**TASK INSTRUCTIONS:**
If a line below contains the string "Avenue", return that line.

**MATERIAL TO PROCESS:**
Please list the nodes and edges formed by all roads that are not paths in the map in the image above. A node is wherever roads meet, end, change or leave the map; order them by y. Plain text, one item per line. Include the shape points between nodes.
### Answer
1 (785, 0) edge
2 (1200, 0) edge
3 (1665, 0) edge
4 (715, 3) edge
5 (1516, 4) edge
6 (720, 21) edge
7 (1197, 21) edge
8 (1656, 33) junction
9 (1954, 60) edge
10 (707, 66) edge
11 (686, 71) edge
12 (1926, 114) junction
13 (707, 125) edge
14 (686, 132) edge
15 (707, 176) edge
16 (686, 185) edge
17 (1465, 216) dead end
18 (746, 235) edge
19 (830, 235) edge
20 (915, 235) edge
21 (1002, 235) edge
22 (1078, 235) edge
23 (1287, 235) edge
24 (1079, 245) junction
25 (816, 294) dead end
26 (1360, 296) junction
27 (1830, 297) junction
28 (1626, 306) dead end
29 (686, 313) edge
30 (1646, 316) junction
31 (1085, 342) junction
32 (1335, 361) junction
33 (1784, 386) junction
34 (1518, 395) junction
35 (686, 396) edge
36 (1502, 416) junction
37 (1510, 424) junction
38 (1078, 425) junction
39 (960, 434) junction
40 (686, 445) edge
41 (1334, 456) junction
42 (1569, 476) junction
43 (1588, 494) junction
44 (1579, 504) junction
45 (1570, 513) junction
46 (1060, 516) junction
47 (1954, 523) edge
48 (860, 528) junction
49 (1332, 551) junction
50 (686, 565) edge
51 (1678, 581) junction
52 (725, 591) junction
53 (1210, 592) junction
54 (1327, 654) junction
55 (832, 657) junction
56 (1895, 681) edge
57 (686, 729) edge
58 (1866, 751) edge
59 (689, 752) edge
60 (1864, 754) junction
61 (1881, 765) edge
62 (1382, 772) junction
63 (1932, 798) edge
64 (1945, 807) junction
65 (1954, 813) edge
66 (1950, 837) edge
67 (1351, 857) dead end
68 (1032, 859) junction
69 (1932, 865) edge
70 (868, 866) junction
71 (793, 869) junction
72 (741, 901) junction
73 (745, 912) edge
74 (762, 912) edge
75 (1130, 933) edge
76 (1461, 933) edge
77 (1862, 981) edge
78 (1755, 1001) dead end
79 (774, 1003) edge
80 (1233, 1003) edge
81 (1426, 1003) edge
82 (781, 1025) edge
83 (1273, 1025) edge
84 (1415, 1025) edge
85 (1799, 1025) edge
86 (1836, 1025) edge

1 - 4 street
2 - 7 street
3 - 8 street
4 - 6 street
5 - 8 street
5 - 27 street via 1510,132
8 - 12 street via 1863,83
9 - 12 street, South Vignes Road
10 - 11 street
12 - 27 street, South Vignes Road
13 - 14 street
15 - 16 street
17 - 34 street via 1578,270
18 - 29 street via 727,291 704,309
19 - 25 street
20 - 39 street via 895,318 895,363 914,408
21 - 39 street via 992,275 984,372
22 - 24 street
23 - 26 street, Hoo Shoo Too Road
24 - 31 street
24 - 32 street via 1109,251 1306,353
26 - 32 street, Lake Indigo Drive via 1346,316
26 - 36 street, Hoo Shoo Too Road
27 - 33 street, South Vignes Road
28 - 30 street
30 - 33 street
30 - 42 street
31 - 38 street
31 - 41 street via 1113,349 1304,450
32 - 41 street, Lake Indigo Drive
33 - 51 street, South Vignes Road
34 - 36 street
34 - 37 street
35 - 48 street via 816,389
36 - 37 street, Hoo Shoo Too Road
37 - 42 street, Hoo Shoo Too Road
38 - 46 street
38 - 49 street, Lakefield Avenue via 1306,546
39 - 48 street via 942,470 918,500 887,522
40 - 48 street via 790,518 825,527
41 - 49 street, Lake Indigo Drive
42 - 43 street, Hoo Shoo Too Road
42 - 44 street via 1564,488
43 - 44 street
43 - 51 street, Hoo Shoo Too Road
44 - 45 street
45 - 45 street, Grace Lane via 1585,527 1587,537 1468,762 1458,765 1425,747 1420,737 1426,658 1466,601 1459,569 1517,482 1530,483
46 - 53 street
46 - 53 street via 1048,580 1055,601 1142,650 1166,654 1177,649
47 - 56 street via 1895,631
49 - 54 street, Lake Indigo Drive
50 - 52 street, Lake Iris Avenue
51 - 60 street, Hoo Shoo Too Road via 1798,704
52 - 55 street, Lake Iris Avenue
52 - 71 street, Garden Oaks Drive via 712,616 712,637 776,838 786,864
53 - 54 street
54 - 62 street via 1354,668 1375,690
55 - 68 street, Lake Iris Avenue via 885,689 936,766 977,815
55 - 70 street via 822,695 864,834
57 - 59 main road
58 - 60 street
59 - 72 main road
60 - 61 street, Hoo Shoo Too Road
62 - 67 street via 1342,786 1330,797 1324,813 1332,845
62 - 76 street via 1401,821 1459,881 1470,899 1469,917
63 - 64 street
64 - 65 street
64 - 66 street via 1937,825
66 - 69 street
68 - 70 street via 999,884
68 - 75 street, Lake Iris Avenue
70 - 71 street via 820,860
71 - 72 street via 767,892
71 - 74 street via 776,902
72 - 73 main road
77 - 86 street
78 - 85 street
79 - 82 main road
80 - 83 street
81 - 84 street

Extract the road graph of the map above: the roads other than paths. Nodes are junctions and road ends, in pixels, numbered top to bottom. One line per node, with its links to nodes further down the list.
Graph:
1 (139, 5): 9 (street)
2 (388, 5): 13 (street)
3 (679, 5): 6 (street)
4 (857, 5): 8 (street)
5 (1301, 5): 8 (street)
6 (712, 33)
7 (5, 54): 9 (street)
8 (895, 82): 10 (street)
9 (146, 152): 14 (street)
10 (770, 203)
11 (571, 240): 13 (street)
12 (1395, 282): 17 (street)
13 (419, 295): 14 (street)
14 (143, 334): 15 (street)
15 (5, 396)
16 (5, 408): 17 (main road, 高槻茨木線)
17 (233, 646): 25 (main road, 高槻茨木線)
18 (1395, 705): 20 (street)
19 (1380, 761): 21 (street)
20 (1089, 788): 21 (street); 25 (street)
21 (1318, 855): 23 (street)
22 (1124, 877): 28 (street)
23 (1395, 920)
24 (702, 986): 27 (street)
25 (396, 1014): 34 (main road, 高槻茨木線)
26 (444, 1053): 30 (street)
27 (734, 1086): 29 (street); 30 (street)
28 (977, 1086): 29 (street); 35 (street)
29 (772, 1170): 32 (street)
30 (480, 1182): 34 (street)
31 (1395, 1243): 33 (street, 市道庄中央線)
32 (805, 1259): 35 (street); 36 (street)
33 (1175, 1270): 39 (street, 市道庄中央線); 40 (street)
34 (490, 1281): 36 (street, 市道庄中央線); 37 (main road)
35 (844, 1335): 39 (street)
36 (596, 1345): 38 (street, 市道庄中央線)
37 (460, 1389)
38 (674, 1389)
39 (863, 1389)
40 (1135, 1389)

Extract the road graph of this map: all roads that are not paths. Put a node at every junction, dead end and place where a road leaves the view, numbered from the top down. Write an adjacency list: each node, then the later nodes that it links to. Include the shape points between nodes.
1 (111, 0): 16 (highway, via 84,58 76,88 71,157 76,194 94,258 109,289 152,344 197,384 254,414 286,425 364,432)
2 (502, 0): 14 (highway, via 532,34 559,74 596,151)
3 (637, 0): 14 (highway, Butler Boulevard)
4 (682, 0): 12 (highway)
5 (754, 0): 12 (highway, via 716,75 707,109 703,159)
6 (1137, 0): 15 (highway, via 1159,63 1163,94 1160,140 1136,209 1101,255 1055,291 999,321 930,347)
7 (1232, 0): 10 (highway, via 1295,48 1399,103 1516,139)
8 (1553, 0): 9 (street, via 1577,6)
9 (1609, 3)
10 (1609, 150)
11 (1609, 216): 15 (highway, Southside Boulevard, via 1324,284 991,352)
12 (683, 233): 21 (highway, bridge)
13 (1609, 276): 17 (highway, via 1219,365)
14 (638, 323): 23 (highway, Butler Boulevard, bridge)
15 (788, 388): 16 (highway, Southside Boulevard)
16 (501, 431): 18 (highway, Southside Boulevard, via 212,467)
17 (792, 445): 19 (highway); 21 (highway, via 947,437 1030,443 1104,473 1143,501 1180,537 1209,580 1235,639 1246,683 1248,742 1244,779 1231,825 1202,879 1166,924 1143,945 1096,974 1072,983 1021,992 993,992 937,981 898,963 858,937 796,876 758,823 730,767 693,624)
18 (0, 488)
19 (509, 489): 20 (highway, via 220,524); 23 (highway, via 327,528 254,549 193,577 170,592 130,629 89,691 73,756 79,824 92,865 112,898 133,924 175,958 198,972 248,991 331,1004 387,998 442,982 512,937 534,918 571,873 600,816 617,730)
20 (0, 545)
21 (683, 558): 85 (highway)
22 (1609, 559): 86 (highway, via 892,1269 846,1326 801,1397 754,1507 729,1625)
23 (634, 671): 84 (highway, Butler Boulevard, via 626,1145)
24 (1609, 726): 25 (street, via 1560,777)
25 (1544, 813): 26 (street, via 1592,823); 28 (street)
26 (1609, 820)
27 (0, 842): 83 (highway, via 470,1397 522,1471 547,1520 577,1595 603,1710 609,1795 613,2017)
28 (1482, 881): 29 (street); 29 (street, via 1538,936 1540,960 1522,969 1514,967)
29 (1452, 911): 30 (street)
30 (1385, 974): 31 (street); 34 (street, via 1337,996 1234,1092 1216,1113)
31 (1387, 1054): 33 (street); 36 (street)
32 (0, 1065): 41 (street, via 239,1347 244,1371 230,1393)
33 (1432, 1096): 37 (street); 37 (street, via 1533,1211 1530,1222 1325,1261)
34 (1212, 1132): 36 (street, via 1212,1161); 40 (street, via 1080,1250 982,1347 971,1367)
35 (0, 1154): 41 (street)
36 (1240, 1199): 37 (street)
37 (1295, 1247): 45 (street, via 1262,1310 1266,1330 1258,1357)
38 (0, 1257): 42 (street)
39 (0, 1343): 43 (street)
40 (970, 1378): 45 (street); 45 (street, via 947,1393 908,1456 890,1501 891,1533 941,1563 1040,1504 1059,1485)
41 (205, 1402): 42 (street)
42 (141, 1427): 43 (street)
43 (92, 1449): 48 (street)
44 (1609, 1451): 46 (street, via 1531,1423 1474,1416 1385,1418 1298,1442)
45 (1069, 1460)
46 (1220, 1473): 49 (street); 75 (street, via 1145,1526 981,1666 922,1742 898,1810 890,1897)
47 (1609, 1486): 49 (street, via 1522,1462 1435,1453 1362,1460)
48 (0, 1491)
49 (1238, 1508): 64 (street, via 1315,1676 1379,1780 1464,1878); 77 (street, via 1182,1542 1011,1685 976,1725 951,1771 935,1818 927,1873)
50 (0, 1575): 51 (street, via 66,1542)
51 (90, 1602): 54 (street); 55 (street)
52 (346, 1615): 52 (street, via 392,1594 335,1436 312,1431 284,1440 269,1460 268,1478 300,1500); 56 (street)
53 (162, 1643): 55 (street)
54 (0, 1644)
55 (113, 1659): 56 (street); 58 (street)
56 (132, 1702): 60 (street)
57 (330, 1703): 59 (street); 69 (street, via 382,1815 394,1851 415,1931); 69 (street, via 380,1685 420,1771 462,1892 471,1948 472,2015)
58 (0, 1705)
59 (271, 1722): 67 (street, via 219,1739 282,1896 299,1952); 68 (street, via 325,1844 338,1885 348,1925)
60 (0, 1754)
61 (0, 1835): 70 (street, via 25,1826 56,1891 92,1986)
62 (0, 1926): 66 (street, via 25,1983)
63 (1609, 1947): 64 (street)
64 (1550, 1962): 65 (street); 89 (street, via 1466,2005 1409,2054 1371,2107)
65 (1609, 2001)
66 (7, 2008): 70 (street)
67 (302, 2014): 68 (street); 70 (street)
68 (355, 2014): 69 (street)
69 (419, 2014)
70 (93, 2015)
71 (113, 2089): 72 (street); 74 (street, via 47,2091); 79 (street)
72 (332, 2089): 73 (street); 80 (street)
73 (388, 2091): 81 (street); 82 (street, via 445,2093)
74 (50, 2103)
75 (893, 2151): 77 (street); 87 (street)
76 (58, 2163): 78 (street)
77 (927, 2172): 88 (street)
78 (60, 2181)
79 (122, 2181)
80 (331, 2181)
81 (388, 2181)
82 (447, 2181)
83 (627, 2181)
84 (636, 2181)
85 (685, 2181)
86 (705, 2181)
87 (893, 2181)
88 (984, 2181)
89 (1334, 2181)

**RESPONSE FOR THIS EXERCISE:**
38 - 49 street, Lakefield Avenue via 1306,546
50 - 52 street, Lake Iris Avenue
52 - 55 street, Lake Iris Avenue
55 - 68 street, Lake Iris Avenue via 885,689 936,766 977,815
68 - 75 street, Lake Iris Avenue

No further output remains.